* [Exercise objective]
Examine the entries and show every line in which the word "road" is found.

* [Record set]
────

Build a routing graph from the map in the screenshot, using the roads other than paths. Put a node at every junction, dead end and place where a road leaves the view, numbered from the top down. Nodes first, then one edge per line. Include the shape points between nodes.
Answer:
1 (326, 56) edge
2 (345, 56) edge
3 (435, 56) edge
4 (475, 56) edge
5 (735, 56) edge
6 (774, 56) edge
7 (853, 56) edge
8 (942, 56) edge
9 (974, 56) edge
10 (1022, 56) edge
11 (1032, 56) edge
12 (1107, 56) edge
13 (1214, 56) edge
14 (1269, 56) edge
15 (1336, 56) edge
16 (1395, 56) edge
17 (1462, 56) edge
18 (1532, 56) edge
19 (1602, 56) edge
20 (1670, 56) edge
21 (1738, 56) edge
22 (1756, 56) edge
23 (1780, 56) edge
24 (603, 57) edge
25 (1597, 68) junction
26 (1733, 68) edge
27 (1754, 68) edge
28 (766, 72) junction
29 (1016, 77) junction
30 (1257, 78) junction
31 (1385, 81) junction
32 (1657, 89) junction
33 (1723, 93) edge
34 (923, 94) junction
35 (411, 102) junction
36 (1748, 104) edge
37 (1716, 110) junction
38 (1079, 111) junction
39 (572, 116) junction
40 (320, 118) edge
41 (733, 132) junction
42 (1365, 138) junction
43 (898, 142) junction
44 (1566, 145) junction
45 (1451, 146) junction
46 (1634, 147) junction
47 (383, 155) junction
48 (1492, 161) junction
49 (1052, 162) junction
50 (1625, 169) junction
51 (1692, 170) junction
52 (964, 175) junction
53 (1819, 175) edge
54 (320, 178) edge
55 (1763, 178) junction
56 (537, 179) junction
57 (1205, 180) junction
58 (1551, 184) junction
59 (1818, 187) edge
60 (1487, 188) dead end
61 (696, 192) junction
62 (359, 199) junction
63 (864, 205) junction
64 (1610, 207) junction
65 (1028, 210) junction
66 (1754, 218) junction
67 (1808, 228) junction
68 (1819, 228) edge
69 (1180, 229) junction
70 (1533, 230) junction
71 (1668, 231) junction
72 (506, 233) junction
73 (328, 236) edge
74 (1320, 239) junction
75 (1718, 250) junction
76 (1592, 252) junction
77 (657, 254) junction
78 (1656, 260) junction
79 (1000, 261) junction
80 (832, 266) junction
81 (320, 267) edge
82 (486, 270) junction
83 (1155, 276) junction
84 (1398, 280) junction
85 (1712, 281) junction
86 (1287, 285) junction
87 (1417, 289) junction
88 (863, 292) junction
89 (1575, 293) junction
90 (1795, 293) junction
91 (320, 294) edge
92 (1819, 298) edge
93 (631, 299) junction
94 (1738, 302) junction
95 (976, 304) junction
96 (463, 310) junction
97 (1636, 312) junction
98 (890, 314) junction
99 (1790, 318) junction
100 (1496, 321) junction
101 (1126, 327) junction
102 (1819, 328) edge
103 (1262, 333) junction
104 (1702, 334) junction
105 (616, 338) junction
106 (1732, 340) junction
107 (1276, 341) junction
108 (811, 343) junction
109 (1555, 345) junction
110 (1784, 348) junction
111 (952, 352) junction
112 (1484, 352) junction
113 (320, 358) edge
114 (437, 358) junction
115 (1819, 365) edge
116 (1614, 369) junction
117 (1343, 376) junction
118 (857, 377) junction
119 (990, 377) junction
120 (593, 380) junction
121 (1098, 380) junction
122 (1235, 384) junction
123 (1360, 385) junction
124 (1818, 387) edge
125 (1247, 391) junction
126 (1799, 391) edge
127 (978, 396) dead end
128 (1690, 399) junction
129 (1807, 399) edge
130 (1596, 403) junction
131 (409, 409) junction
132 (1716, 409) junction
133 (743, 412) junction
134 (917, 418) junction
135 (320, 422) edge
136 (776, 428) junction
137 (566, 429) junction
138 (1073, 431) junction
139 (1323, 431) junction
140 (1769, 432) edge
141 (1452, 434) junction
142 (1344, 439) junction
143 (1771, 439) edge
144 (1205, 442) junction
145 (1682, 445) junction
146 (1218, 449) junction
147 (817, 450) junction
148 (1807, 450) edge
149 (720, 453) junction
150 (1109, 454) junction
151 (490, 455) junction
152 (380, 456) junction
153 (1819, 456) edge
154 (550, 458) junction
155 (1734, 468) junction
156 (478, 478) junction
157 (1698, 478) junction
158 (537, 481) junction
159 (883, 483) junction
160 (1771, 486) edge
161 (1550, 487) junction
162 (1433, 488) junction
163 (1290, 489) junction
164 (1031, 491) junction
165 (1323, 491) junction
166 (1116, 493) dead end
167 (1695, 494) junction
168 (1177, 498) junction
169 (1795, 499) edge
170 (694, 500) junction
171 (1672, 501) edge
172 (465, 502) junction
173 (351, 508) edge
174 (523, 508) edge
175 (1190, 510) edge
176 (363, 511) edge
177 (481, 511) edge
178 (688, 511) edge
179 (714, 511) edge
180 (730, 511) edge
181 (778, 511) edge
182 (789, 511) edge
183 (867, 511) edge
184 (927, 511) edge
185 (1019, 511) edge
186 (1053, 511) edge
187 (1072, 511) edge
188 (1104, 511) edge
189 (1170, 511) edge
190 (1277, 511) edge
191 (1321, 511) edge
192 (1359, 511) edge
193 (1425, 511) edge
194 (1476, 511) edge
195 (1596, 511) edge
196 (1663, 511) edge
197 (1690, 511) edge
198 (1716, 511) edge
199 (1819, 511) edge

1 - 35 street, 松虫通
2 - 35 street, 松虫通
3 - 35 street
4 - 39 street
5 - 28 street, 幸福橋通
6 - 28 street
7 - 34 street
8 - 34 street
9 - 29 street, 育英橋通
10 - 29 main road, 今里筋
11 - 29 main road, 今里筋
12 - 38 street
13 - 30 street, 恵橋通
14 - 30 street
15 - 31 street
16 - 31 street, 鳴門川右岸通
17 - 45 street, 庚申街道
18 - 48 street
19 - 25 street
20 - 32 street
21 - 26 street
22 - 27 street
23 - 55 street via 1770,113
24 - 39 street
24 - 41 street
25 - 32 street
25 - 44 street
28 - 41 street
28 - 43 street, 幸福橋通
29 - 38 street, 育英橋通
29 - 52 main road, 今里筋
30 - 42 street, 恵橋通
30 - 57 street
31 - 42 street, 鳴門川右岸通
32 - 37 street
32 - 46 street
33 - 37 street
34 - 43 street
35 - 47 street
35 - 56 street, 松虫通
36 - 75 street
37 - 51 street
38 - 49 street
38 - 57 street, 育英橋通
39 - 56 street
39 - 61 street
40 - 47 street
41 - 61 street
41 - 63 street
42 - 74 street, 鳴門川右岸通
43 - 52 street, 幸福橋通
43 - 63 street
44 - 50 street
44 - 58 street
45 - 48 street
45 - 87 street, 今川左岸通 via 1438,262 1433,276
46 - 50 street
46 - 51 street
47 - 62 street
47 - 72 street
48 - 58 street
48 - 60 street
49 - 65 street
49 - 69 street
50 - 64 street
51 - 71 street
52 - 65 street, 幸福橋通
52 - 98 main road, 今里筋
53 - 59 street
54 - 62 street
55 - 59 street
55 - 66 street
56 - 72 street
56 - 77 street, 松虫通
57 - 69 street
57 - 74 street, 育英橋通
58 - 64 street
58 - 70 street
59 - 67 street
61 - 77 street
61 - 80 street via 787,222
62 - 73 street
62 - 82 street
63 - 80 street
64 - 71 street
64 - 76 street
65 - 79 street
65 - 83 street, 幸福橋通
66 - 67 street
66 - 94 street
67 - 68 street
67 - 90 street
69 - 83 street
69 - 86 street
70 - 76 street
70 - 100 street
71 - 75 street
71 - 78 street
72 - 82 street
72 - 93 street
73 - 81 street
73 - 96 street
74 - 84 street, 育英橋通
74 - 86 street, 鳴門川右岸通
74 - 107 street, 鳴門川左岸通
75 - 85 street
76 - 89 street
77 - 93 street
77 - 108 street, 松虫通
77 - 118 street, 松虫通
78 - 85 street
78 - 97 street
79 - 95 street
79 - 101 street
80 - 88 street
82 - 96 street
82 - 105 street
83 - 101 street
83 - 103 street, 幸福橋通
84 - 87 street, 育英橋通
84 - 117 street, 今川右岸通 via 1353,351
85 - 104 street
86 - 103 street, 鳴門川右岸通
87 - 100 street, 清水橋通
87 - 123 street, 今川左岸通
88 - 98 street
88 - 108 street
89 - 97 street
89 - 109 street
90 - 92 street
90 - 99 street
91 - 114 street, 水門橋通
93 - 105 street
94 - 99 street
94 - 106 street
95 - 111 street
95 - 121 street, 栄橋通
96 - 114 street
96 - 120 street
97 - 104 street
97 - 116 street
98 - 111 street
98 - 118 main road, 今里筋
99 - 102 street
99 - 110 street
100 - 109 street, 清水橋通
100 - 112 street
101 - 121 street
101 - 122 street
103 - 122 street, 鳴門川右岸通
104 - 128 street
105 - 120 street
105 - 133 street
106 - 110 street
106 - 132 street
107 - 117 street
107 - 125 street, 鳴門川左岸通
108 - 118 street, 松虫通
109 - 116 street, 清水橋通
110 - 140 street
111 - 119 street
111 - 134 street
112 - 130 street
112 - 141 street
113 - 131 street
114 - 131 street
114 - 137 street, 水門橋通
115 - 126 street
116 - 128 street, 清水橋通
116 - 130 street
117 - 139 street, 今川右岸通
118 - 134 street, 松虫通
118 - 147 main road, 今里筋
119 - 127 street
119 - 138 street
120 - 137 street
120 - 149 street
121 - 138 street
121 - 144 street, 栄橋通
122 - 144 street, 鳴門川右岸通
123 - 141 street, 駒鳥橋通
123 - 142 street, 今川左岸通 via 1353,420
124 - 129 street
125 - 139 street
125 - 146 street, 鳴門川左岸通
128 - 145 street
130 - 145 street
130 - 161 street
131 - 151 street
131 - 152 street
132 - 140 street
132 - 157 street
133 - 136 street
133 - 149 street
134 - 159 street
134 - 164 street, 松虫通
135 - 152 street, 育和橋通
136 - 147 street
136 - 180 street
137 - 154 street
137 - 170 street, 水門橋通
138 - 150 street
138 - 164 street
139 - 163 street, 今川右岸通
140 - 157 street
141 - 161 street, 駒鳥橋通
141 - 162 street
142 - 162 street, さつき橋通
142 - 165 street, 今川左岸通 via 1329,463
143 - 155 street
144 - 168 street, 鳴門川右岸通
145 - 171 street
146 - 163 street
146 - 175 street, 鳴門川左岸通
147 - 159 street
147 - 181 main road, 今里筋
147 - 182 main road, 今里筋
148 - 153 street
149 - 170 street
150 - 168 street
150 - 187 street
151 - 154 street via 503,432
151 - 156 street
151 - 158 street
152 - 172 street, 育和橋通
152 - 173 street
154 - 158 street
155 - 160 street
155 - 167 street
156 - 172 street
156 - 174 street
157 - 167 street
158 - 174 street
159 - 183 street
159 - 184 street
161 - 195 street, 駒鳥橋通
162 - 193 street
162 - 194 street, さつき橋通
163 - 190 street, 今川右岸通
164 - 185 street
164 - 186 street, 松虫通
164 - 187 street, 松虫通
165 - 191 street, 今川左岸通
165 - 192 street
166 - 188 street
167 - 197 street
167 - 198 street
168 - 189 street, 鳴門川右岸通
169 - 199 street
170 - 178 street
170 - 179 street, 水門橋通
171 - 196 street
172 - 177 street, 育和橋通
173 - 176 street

────

* [Expected output]
Build a routing graph from the map in the screenshot, using the roads other than paths. Put a node at every junction, dead end and place where a road leaves the view, numbered from the top down. Nodes first, then one edge per line. Include the shape points between nodes.
10 - 29 main road, 今里筋
11 - 29 main road, 今里筋
29 - 52 main road, 今里筋
52 - 98 main road, 今里筋
98 - 118 main road, 今里筋
118 - 147 main road, 今里筋
147 - 181 main road, 今里筋
147 - 182 main road, 今里筋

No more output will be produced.